In our practice, we consider IMH as a precursor to classic dissection, depicted by radiological images at a specific phase in its clinical evolution. A lot of our patients with crescent IMH on preoperative CT scan (Figure 1) were found intraoperatively to have typical intimal tears with true and false lumens (Figure 2). Encouraged by our large experience and favorable surgical results, we routinely consider a more aggressive approach for type A IMH patients with the following conditions:
- An ascending or arch IMH of ≥10 mm in thickness;
- Dilatation of the ascending aorta (≥5 cm) or arch (≥4.5 cm in diameter);
- Concomitant PAU in the ascending aorta or the arch;
- Concomitant intimal tear located in the distal arch or the greater curvature of the arch;
- Evidence of tamponade;
- Uncontrollable chest or back pain.
In our team, we routinely perform TAR with frozen elephant trunk (FET) implantation (i.e., the Sun operation) in the majority of patients with type A IMH (9). This technique is particularly beneficial for patients with extensive IMH involving the aortic arch. In such patients, the intima of the aorta is extremely fragile, which makes it very difficult or impossible to place stitches securely for distal anastomosis during ascending aortic or hemiarch repair. In addition, suturing in the fragile arch may penetrate the IMH and the false lumen, which runs very high risk of introducing thrombi into the aortic lumen, predisposing patients to cerebral thromboembolic complications. Our approach solves the above two issues simultaneously.

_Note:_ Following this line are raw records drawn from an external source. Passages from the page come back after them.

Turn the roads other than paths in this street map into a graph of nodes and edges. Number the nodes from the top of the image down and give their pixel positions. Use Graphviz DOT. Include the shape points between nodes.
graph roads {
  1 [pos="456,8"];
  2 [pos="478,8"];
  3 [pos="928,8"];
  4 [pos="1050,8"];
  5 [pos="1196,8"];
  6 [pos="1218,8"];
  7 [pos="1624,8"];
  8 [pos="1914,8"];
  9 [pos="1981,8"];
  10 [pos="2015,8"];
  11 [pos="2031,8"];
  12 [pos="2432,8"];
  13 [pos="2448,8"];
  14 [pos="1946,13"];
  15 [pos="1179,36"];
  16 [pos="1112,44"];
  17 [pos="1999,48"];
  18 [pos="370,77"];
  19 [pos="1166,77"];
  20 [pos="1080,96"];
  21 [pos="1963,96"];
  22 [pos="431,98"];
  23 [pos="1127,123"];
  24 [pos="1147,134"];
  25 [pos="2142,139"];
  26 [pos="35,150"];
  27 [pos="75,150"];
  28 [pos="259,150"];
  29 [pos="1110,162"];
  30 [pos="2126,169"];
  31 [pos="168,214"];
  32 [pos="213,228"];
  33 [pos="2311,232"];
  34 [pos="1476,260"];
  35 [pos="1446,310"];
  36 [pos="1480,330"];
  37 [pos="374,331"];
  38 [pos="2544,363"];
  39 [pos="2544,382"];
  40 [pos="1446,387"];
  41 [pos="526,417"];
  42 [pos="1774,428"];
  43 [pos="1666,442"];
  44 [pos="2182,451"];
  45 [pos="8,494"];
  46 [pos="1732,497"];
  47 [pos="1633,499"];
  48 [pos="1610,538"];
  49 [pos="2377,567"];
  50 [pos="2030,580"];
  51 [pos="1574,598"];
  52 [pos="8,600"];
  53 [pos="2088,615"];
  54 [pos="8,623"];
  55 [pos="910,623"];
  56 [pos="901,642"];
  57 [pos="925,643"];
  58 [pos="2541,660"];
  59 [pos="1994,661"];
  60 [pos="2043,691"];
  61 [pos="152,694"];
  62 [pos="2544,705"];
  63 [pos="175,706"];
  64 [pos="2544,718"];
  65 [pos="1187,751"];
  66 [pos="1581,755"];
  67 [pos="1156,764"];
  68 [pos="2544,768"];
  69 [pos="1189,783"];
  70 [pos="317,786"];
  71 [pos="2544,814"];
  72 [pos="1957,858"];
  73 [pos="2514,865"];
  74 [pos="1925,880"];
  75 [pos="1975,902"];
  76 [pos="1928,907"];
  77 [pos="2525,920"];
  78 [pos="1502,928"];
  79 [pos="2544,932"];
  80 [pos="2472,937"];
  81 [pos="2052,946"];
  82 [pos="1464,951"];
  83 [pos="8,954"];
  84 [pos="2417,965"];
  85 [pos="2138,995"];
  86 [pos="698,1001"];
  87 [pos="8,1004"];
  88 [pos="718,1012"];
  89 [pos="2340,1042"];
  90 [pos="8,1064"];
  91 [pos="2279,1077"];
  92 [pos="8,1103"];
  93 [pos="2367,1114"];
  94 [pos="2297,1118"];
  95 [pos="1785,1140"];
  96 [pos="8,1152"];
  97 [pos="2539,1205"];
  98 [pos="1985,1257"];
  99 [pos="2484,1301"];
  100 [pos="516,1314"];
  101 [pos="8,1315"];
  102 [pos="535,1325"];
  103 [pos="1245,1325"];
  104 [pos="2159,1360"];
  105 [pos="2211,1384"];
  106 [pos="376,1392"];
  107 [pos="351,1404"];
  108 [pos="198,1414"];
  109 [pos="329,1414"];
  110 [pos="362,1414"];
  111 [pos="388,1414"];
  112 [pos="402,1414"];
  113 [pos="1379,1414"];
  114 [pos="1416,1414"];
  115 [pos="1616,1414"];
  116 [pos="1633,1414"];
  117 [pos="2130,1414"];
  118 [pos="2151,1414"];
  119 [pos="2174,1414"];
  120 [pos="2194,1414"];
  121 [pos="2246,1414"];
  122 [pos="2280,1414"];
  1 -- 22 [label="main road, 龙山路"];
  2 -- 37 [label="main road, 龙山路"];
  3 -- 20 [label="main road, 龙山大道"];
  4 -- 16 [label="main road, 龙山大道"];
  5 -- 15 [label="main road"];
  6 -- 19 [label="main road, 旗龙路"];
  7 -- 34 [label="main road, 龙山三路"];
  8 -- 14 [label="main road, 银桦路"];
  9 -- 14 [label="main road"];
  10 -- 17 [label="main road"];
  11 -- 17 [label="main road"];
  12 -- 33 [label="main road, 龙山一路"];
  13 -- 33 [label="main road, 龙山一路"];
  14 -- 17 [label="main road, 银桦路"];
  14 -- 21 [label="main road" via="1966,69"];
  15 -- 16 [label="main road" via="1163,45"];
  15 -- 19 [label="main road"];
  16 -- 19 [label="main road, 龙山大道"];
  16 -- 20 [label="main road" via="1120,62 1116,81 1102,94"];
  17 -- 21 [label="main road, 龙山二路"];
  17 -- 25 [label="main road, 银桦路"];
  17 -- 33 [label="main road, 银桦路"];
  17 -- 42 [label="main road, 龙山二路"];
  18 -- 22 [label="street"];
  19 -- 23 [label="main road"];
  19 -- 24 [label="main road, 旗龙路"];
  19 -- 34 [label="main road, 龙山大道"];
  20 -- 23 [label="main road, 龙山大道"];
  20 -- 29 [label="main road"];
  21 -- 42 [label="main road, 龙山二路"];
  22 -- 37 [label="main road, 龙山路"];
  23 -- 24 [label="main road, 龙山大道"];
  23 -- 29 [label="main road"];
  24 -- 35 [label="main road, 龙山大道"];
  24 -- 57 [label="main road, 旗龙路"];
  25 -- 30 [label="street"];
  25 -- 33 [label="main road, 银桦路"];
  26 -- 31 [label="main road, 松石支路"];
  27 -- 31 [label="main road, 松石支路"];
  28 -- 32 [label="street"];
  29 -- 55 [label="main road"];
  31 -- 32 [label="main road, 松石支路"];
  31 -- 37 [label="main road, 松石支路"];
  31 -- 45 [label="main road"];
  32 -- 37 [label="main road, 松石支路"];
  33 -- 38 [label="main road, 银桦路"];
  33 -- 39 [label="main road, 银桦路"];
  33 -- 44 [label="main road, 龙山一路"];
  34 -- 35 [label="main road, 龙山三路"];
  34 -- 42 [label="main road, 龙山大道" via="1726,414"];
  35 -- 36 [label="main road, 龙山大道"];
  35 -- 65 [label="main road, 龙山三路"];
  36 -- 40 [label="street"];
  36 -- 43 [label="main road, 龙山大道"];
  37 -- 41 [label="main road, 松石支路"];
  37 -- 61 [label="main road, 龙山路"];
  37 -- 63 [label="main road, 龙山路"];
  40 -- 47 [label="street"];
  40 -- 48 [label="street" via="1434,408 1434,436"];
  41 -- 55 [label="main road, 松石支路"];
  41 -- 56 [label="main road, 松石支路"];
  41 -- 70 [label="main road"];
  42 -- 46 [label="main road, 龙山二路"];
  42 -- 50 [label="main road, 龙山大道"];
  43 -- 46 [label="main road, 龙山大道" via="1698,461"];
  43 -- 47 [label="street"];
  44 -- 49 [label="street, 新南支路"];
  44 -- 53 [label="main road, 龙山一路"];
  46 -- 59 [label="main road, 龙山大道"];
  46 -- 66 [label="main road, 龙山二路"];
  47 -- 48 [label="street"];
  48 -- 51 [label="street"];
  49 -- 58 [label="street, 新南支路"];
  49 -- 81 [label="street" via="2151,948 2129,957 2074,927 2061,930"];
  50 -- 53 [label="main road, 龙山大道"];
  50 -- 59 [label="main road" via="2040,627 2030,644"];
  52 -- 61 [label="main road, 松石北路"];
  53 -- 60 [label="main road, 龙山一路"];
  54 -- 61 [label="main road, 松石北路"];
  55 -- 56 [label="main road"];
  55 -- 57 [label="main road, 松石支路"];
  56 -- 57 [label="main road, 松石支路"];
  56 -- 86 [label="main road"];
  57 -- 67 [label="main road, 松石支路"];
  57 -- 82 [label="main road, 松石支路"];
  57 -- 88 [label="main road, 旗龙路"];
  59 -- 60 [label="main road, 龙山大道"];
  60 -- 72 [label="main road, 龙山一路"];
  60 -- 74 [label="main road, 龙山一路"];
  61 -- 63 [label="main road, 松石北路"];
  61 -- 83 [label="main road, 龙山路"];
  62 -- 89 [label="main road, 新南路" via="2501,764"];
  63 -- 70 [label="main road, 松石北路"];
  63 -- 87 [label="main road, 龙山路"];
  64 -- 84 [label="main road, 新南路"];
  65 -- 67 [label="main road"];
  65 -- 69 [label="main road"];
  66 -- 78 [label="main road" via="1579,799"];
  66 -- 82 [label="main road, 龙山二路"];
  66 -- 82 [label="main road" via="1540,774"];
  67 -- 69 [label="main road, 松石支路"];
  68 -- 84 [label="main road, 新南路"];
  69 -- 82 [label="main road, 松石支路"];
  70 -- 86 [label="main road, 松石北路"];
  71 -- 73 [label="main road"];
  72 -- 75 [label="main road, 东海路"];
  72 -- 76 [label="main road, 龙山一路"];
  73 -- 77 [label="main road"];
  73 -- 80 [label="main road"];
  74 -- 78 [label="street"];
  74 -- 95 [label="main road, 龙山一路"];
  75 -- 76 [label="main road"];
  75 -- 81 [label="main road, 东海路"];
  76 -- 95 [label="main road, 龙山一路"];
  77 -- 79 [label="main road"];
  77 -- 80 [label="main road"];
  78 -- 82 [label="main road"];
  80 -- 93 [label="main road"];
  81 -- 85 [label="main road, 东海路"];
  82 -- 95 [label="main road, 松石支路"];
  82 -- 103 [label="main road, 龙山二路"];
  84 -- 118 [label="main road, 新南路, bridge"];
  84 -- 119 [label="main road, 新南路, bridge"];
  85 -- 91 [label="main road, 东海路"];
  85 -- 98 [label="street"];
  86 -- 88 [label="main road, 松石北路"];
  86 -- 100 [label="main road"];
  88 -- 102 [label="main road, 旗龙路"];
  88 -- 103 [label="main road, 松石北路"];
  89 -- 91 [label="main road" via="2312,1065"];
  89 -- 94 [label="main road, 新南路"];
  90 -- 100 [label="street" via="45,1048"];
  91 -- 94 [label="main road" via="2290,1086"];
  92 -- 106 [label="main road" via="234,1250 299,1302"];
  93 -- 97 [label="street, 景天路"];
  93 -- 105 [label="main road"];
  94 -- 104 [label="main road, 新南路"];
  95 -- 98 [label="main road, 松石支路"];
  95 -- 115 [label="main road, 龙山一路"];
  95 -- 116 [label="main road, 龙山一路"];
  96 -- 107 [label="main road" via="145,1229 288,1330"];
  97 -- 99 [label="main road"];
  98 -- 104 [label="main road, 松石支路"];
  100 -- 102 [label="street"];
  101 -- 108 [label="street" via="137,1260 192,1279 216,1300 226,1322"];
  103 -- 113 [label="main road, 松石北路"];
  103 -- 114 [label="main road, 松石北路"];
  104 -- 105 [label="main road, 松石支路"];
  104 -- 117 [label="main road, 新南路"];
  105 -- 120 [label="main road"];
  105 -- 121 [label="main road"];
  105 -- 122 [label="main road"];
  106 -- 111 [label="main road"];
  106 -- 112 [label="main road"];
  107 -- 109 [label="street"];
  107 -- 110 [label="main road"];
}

Excision of the diseased aortic segments and implantation of FET avoid the need for suturing of the brittle ascending aorta or arch, which minimizes the risk of anastomotic bleeding. At the same time, arch reconstruction with 4-branched graft eliminates the risk of thromboembolic events associated with hemiarch repair. An FET implanted in the descending aorta promotes absorption of the IMH and remodeling of the distal aorta, which can avoid or facilitate distal reintervention and improve survival in the long term (10).
Inspection of our own unpublished data proves the safety and efficacy of this aggressive approach. In 52 type A IMH patients (mean age 51.5±6.2 years) undergoing TAR + FET, operative mortality and stroke occurred in one patient each (1.9%); none sustained spinal cord injury; reoperation for bleeding and dialysis for acute kidney injury were required in 1 (1.9%) and 2 each (3.8%). Follow-up was available in 100% at mean 3.5±0.8 years. One patient died of cerebral hemorrhage at 13 months. Disease progression occurred in 2 patients (3.9%), including type B dissection at 3 months and distal stent-graft new entry at 1 year, in one each, which were successfully managed with endovascular repair. Two other endovascular reinterventions were performed for type Ia endoleak at 13 months and ascending aortic anastomotic leak at 10 months, in one patient each. The rates of distal hematoma absorption were 68.6%, 84.7% and 94.8% at 1, 3 and 6 months after surgery, respectively (Figure 3).
In conclusion, a more aggressive surgical strategy using the TAR and FET technique is justified in selected patients with type A IMH, which should be tailored individually to pathologic features, patient condition and surgeon experience.
Funding: This work was supported in part by the Beijing Major Science and Technology Projects from Beijing Municipal Science and Technology Commission (No. Z171100001017083).
Conflicts of Interest: The authors have no conflicts of interest to declare.